---------- Input data

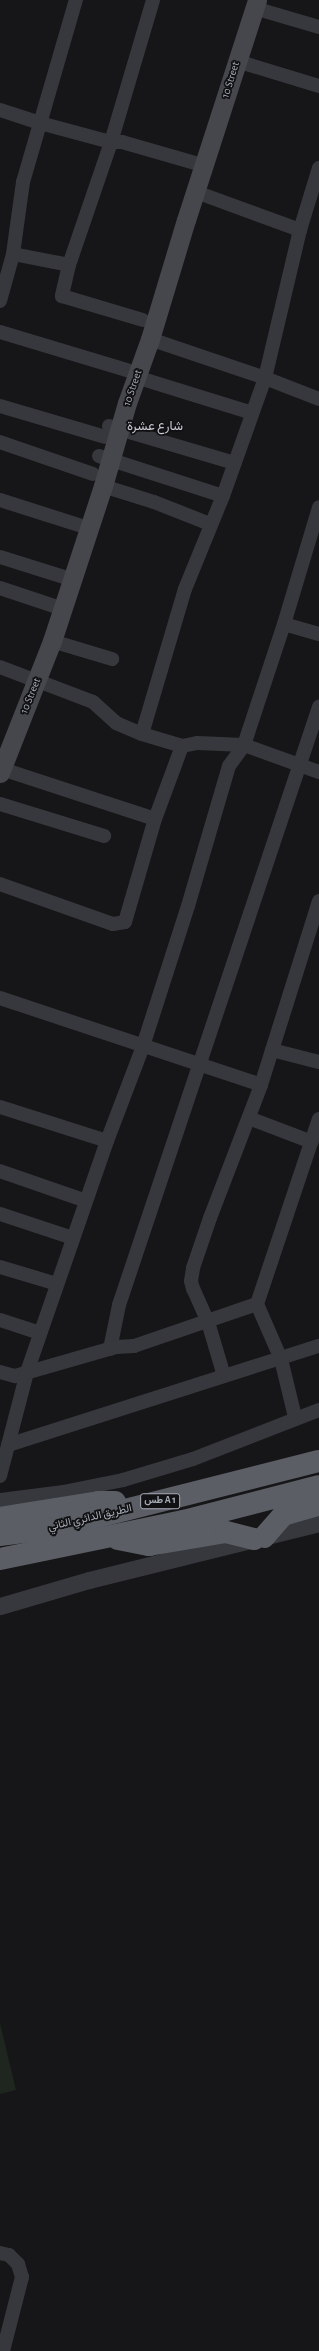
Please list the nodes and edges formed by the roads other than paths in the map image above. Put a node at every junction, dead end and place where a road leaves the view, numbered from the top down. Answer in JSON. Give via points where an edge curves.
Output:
{"nodes":[{"id":1,"x":76,"y":0,"type":"edge"},
{"id":2,"x":153,"y":0,"type":"edge"},
{"id":3,"x":252,"y":3,"type":"edge"},
{"id":4,"x":319,"y":28,"type":"edge"},
{"id":5,"x":237,"y":61,"type":"junction"},
{"id":6,"x":319,"y":86,"type":"edge"},
{"id":7,"x":0,"y":110,"type":"edge"},
{"id":8,"x":40,"y":123,"type":"junction"},
{"id":9,"x":111,"y":142,"type":"junction"},
{"id":10,"x":199,"y":164,"type":"junction"},
{"id":11,"x":319,"y":168,"type":"edge"},
{"id":12,"x":196,"y":192,"type":"junction"},
{"id":13,"x":300,"y":230,"type":"junction"},
{"id":14,"x":13,"y":254,"type":"junction"},
{"id":15,"x":69,"y":265,"type":"junction"},
{"id":16,"x":0,"y":301,"type":"edge"},
{"id":17,"x":143,"y":320,"type":"junction"},
{"id":18,"x":0,"y":332,"type":"edge"},
{"id":19,"x":150,"y":339,"type":"junction"},
{"id":20,"x":132,"y":374,"type":"junction"},
{"id":21,"x":265,"y":378,"type":"junction"},
{"id":22,"x":319,"y":399,"type":"edge"},
{"id":23,"x":0,"y":406,"type":"edge"},
{"id":24,"x":252,"y":413,"type":"junction"},
{"id":25,"x":111,"y":430,"type":"junction"},
{"id":26,"x":0,"y":442,"type":"edge"},
{"id":27,"x":104,"y":458,"type":"junction"},
{"id":28,"x":235,"y":463,"type":"junction"},
{"id":29,"x":98,"y":480,"type":"junction"},
{"id":30,"x":223,"y":496,"type":"junction"},
{"id":31,"x":0,"y":500,"type":"edge"},
{"id":32,"x":319,"y":507,"type":"edge"},
{"id":33,"x":210,"y":524,"type":"junction"},
{"id":34,"x":79,"y":526,"type":"junction"},
{"id":35,"x":0,"y":557,"type":"edge"},
{"id":36,"x":64,"y":577,"type":"junction"},
{"id":37,"x":0,"y":588,"type":"edge"},
{"id":38,"x":54,"y":606,"type":"junction"},
{"id":39,"x":284,"y":624,"type":"junction"},
{"id":40,"x":319,"y":634,"type":"edge"},
{"id":41,"x":52,"y":641,"type":"junction"},
{"id":42,"x":112,"y":659,"type":"dead end"},
{"id":43,"x":0,"y":667,"type":"edge"},
{"id":44,"x":34,"y":680,"type":"junction"},
{"id":45,"x":319,"y":707,"type":"edge"},
{"id":46,"x":142,"y":734,"type":"junction"},
{"id":47,"x":244,"y":745,"type":"junction"},
{"id":48,"x":182,"y":746,"type":"junction"},
{"id":49,"x":0,"y":765,"type":"edge"},
{"id":50,"x":299,"y":766,"type":"junction"},
{"id":51,"x":319,"y":772,"type":"edge"},
{"id":52,"x":0,"y":804,"type":"edge"},
{"id":53,"x":155,"y":820,"type":"junction"},
{"id":54,"x":104,"y":836,"type":"dead end"},
{"id":55,"x":0,"y":884,"type":"edge"},
{"id":56,"x":319,"y":901,"type":"edge"},
{"id":57,"x":0,"y":998,"type":"edge"},
{"id":58,"x":142,"y":1046,"type":"junction"},
{"id":59,"x":272,"y":1050,"type":"junction"},
{"id":60,"x":319,"y":1062,"type":"edge"},
{"id":61,"x":199,"y":1065,"type":"junction"},
{"id":62,"x":261,"y":1085,"type":"junction"},
{"id":63,"x":0,"y":1107,"type":"edge"},
{"id":64,"x":249,"y":1118,"type":"junction"},
{"id":65,"x":319,"y":1120,"type":"edge"},
{"id":66,"x":107,"y":1141,"type":"junction"},
{"id":67,"x":312,"y":1142,"type":"junction"},
{"id":68,"x":0,"y":1171,"type":"edge"},
{"id":69,"x":86,"y":1201,"type":"junction"},
{"id":70,"x":0,"y":1214,"type":"edge"},
{"id":71,"x":73,"y":1238,"type":"junction"},
{"id":72,"x":0,"y":1267,"type":"edge"},
{"id":73,"x":57,"y":1284,"type":"junction"},
{"id":74,"x":257,"y":1304,"type":"junction"},
{"id":75,"x":0,"y":1320,"type":"edge"},
{"id":76,"x":208,"y":1322,"type":"junction"},
{"id":77,"x":40,"y":1333,"type":"junction"},
{"id":78,"x":319,"y":1346,"type":"edge"},
{"id":79,"x":110,"y":1349,"type":"junction"},
{"id":80,"x":281,"y":1359,"type":"junction"},
{"id":81,"x":0,"y":1372,"type":"edge"},
{"id":82,"x":27,"y":1372,"type":"junction"},
{"id":83,"x":224,"y":1376,"type":"junction"},
{"id":84,"x":319,"y":1410,"type":"edge"},
{"id":85,"x":295,"y":1417,"type":"junction"},
{"id":86,"x":6,"y":1429,"type":"edge"},
{"id":87,"x":8,"y":1446,"type":"junction"},
{"id":88,"x":319,"y":1461,"type":"edge"},
{"id":89,"x":0,"y":1476,"type":"edge"},
{"id":90,"x":319,"y":1486,"type":"edge"},
{"id":91,"x":0,"y":1500,"type":"edge"},
{"id":92,"x":158,"y":1502,"type":"junction"},
{"id":93,"x":319,"y":1506,"type":"edge"},
{"id":94,"x":0,"y":1518,"type":"edge"},
{"id":95,"x":319,"y":1523,"type":"edge"},
{"id":96,"x":0,"y":1535,"type":"edge"},
{"id":97,"x":109,"y":1537,"type":"junction"},
{"id":98,"x":259,"y":1538,"type":"junction"},
{"id":99,"x":0,"y":1560,"type":"edge"},
{"id":100,"x":0,"y":1606,"type":"edge"},
{"id":101,"x":0,"y":2253,"type":"edge"},
{"id":102,"x":3,"y":2351,"type":"edge"}],
"edges":[{"from":1,"to":8,"type":"street"},
{"from":2,"to":9,"type":"street"},
{"from":3,"to":4,"type":"street"},
{"from":3,"to":5,"type":"main road","name":"10 Street"},
{"from":3,"to":10,"type":"main road","name":"10 Street"},
{"from":5,"to":6,"type":"street"},
{"from":5,"to":10,"type":"main road","name":"10 Street"},
{"from":7,"to":8,"type":"street"},
{"from":8,"to":9,"type":"street"},
{"from":8,"to":14,"type":"street","via":[[23,182]]},
{"from":9,"to":10,"type":"street","via":[[122,142]]},
{"from":9,"to":15,"type":"street"},
{"from":10,"to":12,"type":"main road","name":"10 Street"},
{"from":10,"to":17,"type":"main road","name":"10 Street"},
{"from":11,"to":13,"type":"street"},
{"from":12,"to":13,"type":"street"},
{"from":12,"to":19,"type":"main road","name":"10 Street"},
{"from":13,"to":21,"type":"street"},
{"from":14,"to":15,"type":"street"},
{"from":14,"to":16,"type":"street"},
{"from":15,"to":17,"type":"street","via":[[62,296]]},
{"from":17,"to":20,"type":"main road","name":"10 Street"},
{"from":18,"to":20,"type":"street"},
{"from":19,"to":20,"type":"main road","name":"10 Street"},
{"from":19,"to":21,"type":"street"},
{"from":20,"to":24,"type":"street"},
{"from":20,"to":25,"type":"main road","name":"10 Street"},
{"from":21,"to":22,"type":"street"},
{"from":21,"to":24,"type":"street"},
{"from":23,"to":25,"type":"street"},
{"from":24,"to":28,"type":"street"},
{"from":25,"to":27,"type":"main road","name":"10 Street"},
{"from":25,"to":28,"type":"street"},
{"from":26,"to":29,"type":"street"},
{"from":27,"to":29,"type":"main road","name":"10 Street"},
{"from":27,"to":30,"type":"street"},
{"from":28,"to":30,"type":"street"},
{"from":29,"to":33,"type":"street"},
{"from":29,"to":34,"type":"main road","name":"10 Street"},
{"from":29,"to":41,"type":"main road","name":"10 Street"},
{"from":30,"to":33,"type":"street"},
{"from":31,"to":34,"type":"street"},
{"from":32,"to":39,"type":"street"},
{"from":33,"to":46,"type":"street","via":[[185,588]]},
{"from":34,"to":36,"type":"main road","name":"10 Street"},
{"from":35,"to":36,"type":"street"},
{"from":36,"to":38,"type":"main road","name":"10 Street"},
{"from":37,"to":38,"type":"street"},
{"from":38,"to":44,"type":"main road","name":"10 Street"},
{"from":39,"to":40,"type":"street"},
{"from":39,"to":47,"type":"street"},
{"from":41,"to":42,"type":"street"},
{"from":41,"to":44,"type":"main road","name":"10 Street"},
{"from":43,"to":44,"type":"street"},
{"from":44,"to":46,"type":"street","via":[[93,702],[116,723]]},
{"from":44,"to":49,"type":"main road","name":"10 Street"},
{"from":45,"to":50,"type":"street"},
{"from":46,"to":48,"type":"street"},
{"from":47,"to":48,"type":"street","via":[[197,743]]},
{"from":47,"to":50,"type":"street"},
{"from":47,"to":58,"type":"street","via":[[229,766],[188,906]]},
{"from":48,"to":53,"type":"street"},
{"from":49,"to":53,"type":"street"},
{"from":50,"to":51,"type":"street"},
{"from":50,"to":61,"type":"street"},
{"from":52,"to":54,"type":"street"},
{"from":53,"to":55,"type":"street","via":[[126,922],[113,924]]},
{"from":56,"to":59,"type":"street"},
{"from":57,"to":58,"type":"street"},
{"from":58,"to":61,"type":"street"},
{"from":58,"to":66,"type":"street"},
{"from":59,"to":60,"type":"street"},
{"from":59,"to":62,"type":"street"},
{"from":61,"to":62,"type":"street"},
{"from":61,"to":79,"type":"street","via":[[118,1305]]},
{"from":62,"to":64,"type":"street"},
{"from":63,"to":66,"type":"street"},
{"from":64,"to":67,"type":"street"},
{"from":64,"to":76,"type":"street","via":[[193,1268],[193,1289]]},
{"from":65,"to":67,"type":"street"},
{"from":66,"to":69,"type":"street"},
{"from":67,"to":74,"type":"street"},
{"from":68,"to":69,"type":"street"},
{"from":69,"to":71,"type":"street"},
{"from":70,"to":71,"type":"street"},
{"from":71,"to":73,"type":"street"},
{"from":72,"to":73,"type":"street"},
{"from":73,"to":77,"type":"street"},
{"from":74,"to":76,"type":"street"},
{"from":74,"to":80,"type":"street"},
{"from":75,"to":77,"type":"street"},
{"from":76,"to":79,"type":"street","via":[[134,1346]]},
{"from":76,"to":83,"type":"street"},
{"from":77,"to":82,"type":"street"},
{"from":78,"to":80,"type":"street"},
{"from":79,"to":82,"type":"street"},
{"from":80,"to":83,"type":"street"},
{"from":80,"to":85,"type":"street"},
{"from":81,"to":82,"type":"street","via":[[15,1376]]},
{"from":82,"to":86,"type":"street"},
{"from":83,"to":87,"type":"street"},
{"from":84,"to":85,"type":"street"},
{"from":85,"to":91,"type":"street","via":[[193,1459],[123,1480],[63,1492]]},
{"from":86,"to":87,"type":"street"},
{"from":87,"to":89,"type":"street"},
{"from":88,"to":92,"type":"highway","name":"الطريق الدائري الثاني","number":"طس A 1"},
{"from":90,"to":97,"type":"highway","name":"الطريق الدائري الثاني","number":"طس A 1","via":[[184,1521]]},
{"from":92,"to":94,"type":"highway","via":[[99,1502]]},
{"from":92,"to":96,"type":"highway","name":"الطريق الدائري الثاني","number":"طس A 1","via":[[54,1528]]},
{"from":93,"to":98,"type":"highway","via":[[283,1515]]},
{"from":95,"to":98,"type":"street"},
{"from":97,"to":98,"type":"highway","via":[[149,1545],[226,1532]]},
{"from":97,"to":99,"type":"highway","name":"الطريق الدائري الثاني","number":"طس A 1"},
{"from":98,"to":100,"type":"street","via":[[89,1580]]},
{"from":101,"to":102,"type":"street","via":[[9,2255],[18,2264],[22,2277]]}]}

--------------------

■ Instructions to follow: Look for the word "dead" in the data, then return every line that contains it.

■ Finished exercise:
Please list the nodes and edges formed by the roads other than paths in the map image above. Put a node at every junction, dead end and place where a road leaves the view, numbered from the top down. Answer in JSON. Give via points where an edge curves.
{"id":42,"x":112,"y":659,"type":"dead end"},
{"id":54,"x":104,"y":836,"type":"dead end"},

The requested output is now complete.